▸ **What to produce**:
Where "reading" occurs in a line of the entries below, copy that line.
*** Opening of Provided information ***
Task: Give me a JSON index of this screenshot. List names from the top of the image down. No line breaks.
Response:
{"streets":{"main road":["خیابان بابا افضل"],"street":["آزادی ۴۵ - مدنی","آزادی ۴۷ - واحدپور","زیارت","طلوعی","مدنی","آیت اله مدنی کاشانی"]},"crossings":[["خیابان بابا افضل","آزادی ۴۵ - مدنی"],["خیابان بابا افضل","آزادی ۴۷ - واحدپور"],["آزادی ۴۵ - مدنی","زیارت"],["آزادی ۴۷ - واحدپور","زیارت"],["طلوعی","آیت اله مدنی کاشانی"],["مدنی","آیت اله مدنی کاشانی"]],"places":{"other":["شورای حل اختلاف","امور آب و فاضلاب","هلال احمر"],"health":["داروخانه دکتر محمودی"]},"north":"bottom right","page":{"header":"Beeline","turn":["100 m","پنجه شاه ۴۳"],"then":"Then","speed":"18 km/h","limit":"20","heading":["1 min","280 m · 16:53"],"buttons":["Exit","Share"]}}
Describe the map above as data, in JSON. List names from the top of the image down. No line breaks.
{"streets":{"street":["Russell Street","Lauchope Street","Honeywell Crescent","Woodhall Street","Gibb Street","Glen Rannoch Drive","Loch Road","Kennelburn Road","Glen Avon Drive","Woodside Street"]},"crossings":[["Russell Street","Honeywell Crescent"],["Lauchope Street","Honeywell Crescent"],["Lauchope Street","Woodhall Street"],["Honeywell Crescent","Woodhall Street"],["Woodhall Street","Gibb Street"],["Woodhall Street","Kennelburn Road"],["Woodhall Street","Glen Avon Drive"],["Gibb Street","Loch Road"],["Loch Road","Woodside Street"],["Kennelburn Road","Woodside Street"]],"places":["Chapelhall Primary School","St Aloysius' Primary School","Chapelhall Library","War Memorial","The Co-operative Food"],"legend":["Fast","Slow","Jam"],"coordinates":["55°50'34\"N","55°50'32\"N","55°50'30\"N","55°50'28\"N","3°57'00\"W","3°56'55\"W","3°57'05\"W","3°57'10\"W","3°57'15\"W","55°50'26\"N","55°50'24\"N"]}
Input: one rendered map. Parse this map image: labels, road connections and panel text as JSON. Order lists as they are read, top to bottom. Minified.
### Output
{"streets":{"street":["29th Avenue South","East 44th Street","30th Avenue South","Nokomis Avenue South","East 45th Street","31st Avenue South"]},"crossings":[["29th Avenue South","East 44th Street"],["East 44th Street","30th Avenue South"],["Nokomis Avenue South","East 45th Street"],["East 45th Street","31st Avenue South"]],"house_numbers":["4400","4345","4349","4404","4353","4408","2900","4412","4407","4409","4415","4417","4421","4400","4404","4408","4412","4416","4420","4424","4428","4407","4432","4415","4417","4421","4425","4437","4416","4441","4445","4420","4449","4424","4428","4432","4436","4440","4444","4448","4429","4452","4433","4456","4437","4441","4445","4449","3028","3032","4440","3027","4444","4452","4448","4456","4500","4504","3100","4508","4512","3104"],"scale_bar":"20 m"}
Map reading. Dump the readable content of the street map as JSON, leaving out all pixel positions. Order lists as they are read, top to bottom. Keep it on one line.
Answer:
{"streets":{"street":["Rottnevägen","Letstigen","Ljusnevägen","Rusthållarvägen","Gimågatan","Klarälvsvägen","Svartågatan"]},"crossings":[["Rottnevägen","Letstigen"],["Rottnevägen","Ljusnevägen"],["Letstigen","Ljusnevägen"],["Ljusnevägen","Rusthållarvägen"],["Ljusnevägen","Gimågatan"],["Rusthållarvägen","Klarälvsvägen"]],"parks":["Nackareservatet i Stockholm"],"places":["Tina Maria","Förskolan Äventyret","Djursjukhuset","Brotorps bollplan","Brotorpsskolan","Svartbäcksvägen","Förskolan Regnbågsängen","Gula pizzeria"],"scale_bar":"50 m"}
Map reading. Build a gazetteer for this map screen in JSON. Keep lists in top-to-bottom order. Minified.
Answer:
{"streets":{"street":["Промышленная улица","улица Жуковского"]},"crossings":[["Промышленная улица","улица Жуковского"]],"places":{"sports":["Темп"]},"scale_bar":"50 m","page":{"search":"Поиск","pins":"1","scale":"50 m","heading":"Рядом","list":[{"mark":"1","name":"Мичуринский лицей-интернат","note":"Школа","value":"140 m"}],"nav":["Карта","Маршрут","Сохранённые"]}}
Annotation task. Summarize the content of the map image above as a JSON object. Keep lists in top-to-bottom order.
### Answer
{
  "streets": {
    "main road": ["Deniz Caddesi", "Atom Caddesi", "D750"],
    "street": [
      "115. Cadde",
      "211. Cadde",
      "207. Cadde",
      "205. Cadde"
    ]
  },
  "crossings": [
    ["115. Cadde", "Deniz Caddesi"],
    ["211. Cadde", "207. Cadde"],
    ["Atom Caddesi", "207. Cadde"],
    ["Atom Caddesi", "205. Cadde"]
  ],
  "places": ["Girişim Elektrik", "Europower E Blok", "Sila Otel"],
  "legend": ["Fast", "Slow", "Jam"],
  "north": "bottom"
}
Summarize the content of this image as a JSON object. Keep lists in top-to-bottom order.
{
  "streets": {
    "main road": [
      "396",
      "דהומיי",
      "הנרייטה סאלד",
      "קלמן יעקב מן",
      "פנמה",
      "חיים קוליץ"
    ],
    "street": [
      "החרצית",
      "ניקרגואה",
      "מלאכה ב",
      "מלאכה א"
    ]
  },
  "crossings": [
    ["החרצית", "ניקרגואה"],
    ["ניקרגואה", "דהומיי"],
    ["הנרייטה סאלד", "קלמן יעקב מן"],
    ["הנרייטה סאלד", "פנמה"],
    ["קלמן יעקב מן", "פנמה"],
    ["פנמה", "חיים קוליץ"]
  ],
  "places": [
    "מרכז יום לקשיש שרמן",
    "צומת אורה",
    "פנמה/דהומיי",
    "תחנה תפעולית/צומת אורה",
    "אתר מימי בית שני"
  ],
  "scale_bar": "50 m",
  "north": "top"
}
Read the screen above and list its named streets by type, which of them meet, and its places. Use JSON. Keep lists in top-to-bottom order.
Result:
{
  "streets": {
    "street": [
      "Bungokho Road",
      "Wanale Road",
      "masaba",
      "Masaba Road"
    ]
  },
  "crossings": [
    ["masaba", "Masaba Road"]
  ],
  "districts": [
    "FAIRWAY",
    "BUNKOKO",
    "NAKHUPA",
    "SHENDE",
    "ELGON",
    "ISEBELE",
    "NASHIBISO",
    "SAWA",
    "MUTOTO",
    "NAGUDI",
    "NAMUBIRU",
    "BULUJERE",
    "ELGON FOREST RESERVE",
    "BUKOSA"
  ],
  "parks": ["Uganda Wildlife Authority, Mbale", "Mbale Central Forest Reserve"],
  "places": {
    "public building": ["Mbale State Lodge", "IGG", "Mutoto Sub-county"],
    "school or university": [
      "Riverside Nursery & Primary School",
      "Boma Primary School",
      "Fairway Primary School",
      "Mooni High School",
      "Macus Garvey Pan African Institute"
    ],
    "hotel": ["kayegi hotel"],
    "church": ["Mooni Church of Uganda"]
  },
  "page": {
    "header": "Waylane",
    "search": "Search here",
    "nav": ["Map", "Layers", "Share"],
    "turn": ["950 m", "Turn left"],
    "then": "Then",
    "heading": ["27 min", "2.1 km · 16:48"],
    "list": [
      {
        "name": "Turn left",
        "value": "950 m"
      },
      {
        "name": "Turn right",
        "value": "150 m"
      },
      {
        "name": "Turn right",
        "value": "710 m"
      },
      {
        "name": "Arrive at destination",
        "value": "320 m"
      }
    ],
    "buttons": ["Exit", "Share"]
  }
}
*** Close of Provided information ***
▸ **Answer section**:
Map reading. Dump the readable content of the street map as JSON, leaving out all pixel positions. Order lists as they are read, top to bottom. Keep it on one line.
Map reading. Build a gazetteer for this map screen in JSON. Keep lists in top-to-bottom order. Minified.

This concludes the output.